Jitendra K. Tugnait

What is he best known for?

The fields of study he is best known for:

• Statistics
• Algorithm
• Algebra

The scientist’s investigation covers issues in Algorithm, Estimation theory, Control theory, Statistics and Communication channel. His Algorithm research incorporates themes from Speech recognition, Detection theory, Detector and Cyclostationary process. His work deals with themes such as Higher-order statistics, Estimator, Markov chain, Applied mathematics and System identification, which intersect with Estimation theory.

His study in Control theory is interdisciplinary in nature, drawing from both Identifiability, Blind equalization and White noise. His Blind equalization study combines topics in areas such as Infinite impulse response and Finite impulse response. As part of one scientific family, Jitendra K. Tugnait deals mainly with the area of Communication channel, narrowing it down to issues related to the Transmission, and often Transmitter and Modulation.

His most cited work include:

• Brief paper: Detection and estimation for abruptly changing systems (255 citations)
• Identification and deconvolution of multichannel linear non-Gaussian processes using higher order statistics and inverse filter criteria (244 citations)
• Identification of linear stochastic systems via second- and fourth-order cumulant matching (214 citations)

What are the main themes of his work throughout his whole career to date?

His main research concerns Algorithm, Control theory, Communication channel, Estimation theory and Mathematical optimization. His research in Algorithm intersects with topics in Detection theory, Statistics, Code division multiple access and Speech recognition. His Control theory research is multidisciplinary, incorporating elements of MIMO and Blind equalization.

He has researched Communication channel in several fields, including Transmitter, Transmission and Modulation. Jitendra K. Tugnait combines subjects such as Higher-order statistics, Estimator, Identifiability, Applied mathematics and System identification with his study of Estimation theory. His Applied mathematics research is multidisciplinary, relying on both Strong consistency and Autoregressive–moving-average model.

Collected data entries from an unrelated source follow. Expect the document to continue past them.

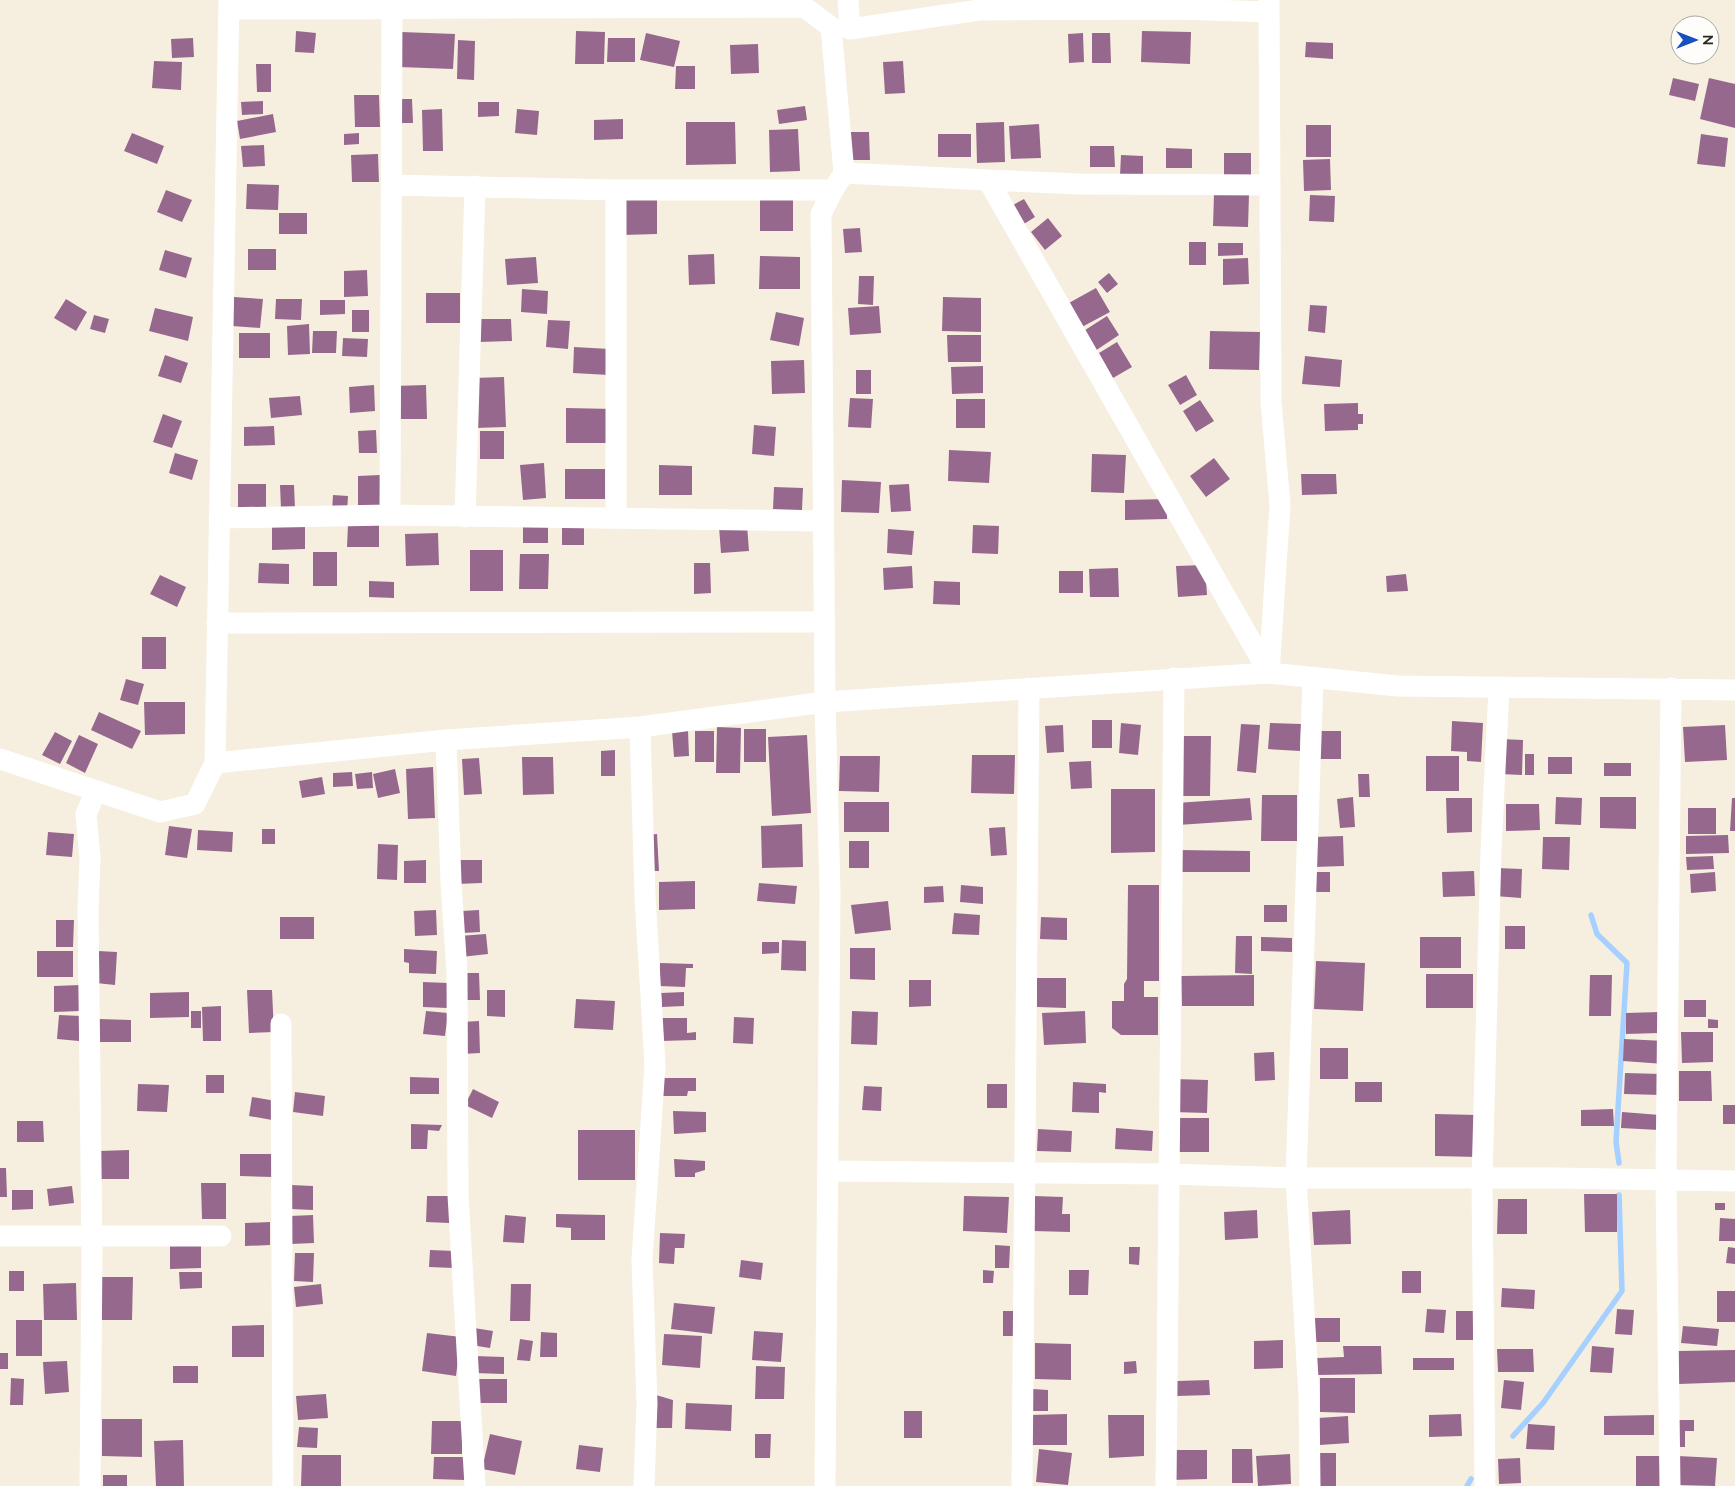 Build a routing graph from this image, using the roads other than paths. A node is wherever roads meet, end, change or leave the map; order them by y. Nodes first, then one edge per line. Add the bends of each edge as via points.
1 (848, 0) edge
2 (229, 4) edge
3 (625, 4) edge
4 (1269, 6) edge
5 (392, 8) junction
6 (840, 28) junction
7 (988, 180) junction
8 (838, 182) junction
9 (391, 185) junction
10 (1269, 185) junction
11 (475, 186) junction
12 (616, 190) junction
13 (390, 515) junction
14 (465, 517) junction
15 (219, 518) junction
16 (616, 518) junction
17 (824, 521) junction
18 (824, 622) junction
19 (217, 623) junction
20 (1269, 673) junction
21 (1174, 678) junction
22 (1313, 679) junction
23 (1029, 688) junction
24 (1499, 688) junction
25 (1671, 688) junction
26 (1735, 690) edge
27 (825, 702) junction
28 (640, 727) junction
29 (446, 740) junction
30 (0, 759) edge
31 (215, 764) junction
32 (96, 791) junction
33 (282, 1024) dead end
34 (828, 1171) junction
35 (1026, 1173) junction
36 (1167, 1174) junction
37 (1296, 1178) junction
38 (1666, 1179) junction
39 (1482, 1180) junction
40 (1735, 1181) edge
41 (0, 1236) edge
42 (221, 1236) dead end
43 (91, 1238) junction
44 (90, 1486) edge
45 (283, 1486) edge
46 (475, 1486) edge
47 (644, 1486) edge
48 (825, 1486) edge
49 (1022, 1486) edge
50 (1166, 1486) edge
51 (1310, 1486) edge
52 (1486, 1486) edge
53 (1670, 1486) edge

1 - 6 street
2 - 5 street
2 - 15 street
3 - 5 street
3 - 6 street via 804,7
4 - 6 street via 979,10
4 - 10 street
5 - 9 street
6 - 8 street
7 - 8 street
7 - 10 street
7 - 20 street
8 - 12 street
8 - 17 street via 820,214
9 - 11 street
9 - 13 street
10 - 20 street via 1271,402 1280,505
11 - 12 street
11 - 14 street
12 - 16 street
13 - 14 street
13 - 15 street
14 - 16 street
15 - 19 street
16 - 17 street
17 - 18 street
18 - 19 street
18 - 27 street
19 - 31 street
20 - 21 street
20 - 22 street
21 - 23 street
21 - 36 street
22 - 24 street via 1398,686
22 - 37 street
23 - 27 street
23 - 35 street
24 - 25 street
24 - 39 street
25 - 26 street
25 - 38 street
27 - 28 street
27 - 34 street via 830,892
28 - 29 street
28 - 47 street via 655,1065 642,1260 647,1403
29 - 31 street
29 - 46 street via 450,882 457,973 458,1195
30 - 32 street
31 - 32 street via 196,804 160,812
32 - 43 street via 86,814 90,858
33 - 45 street
34 - 35 street
34 - 48 street
35 - 36 street
35 - 49 street
36 - 37 street
36 - 50 street
37 - 39 street
37 - 51 street via 1309,1395
38 - 39 street
38 - 40 street
38 - 53 street
39 - 52 street
41 - 43 street
42 - 43 street
43 - 44 street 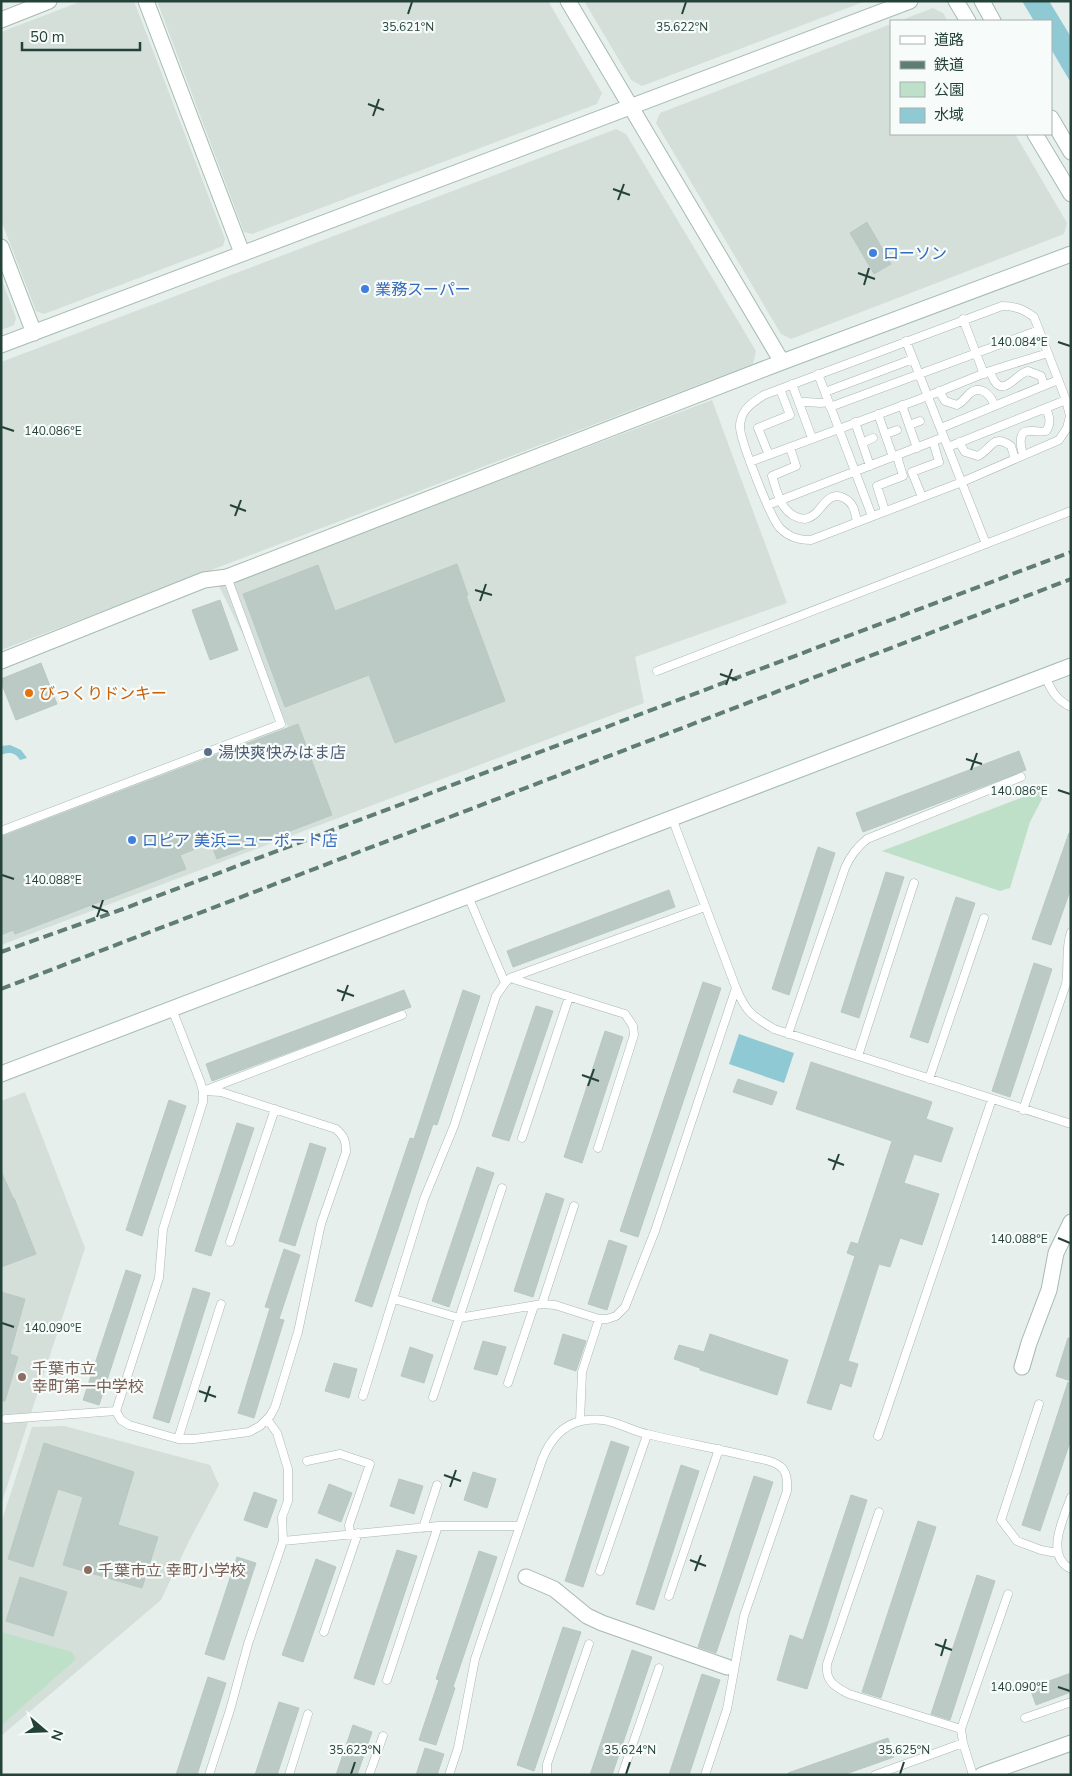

He most often published in these fields:

• Algorithm (40.05%)
• Control theory (33.25%)
• Communication channel (27.49%)

What were the highlights of his more recent work (between 2013-2021)?

• Channel state information (6.28%)
• Algorithm (40.05%)
• Likelihood-ratio test (4.97%)

In recent papers he was focusing on the following fields of study:

His scientific interests lie mostly in Channel state information, Algorithm, Likelihood-ratio test, Duplex and Eavesdropping. His study with Channel state information involves better knowledge in Communication channel. The Algorithm study combines topics in areas such as Graph and Multivariate statistics, Graphical model, Statistics, Conditional independence.

His Likelihood-ratio test study combines topics from a wide range of disciplines, such as Spectral density, Estimator, Asymptotic distribution, Sequence and Statistic. His research investigates the connection between Precoding and topics such as Spatial correlation that intersect with issues in Control theory. His Control theory study integrates concerns from other disciplines, such as Iterated function and CHAOS.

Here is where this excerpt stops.